CAUTION: This device contains material of animal origin and should be handled as a potential carrier and transmitter of disease. NOTE: Sodium azide can react with copper and lead plumbing to form explosive metal azides. On disposal, flush reagents with a large volume of water to prevent the buildup of azides, if disposal in a drain is in compliance with federal, state, and local requirements.
Loading Reagents
Ensure that the system has sufficient primary reagent packs. For detailed information about preparing the system, refer to the system operating instructions or to the online help system. Mix all primary reagent packs by hand before loading them onto the system. Visually inspect the bottom of the reagent pack to ensure that all particles are dispersed and resuspended.
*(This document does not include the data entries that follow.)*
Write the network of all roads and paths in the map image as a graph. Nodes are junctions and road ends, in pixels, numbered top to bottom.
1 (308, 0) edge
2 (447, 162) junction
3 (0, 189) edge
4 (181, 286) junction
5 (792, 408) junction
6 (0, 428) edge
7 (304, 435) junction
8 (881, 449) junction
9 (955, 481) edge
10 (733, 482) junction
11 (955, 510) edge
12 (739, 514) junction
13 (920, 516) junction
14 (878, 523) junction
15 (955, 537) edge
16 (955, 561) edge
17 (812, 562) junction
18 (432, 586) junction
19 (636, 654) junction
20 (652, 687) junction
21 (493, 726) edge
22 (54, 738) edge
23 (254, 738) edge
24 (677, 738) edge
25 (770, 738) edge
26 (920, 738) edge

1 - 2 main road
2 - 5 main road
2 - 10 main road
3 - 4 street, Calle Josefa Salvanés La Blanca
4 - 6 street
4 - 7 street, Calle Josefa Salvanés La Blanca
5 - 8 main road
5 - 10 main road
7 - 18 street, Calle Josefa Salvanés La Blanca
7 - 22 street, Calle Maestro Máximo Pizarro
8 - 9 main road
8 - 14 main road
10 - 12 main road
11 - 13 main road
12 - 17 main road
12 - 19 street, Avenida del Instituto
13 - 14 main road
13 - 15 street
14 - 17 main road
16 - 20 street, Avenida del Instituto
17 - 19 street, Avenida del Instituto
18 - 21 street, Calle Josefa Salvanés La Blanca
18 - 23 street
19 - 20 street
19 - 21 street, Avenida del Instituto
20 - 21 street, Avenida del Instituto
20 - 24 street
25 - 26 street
For detailed information about preparing the reagents for use, see the system operators guide. Load the ReadyPack primary reagent packs in the primary reagent compartment using the arrows on the packs as a placement guide. The system automatically mixes the primary reagent packs to maintain homogeneous suspension of the reagents. Load the Multi-Diluent 2 ancillary reagent pack in the ancillary reagent entry. For detailed information about loading reagents, refer to the system operating instructions or to the online help system.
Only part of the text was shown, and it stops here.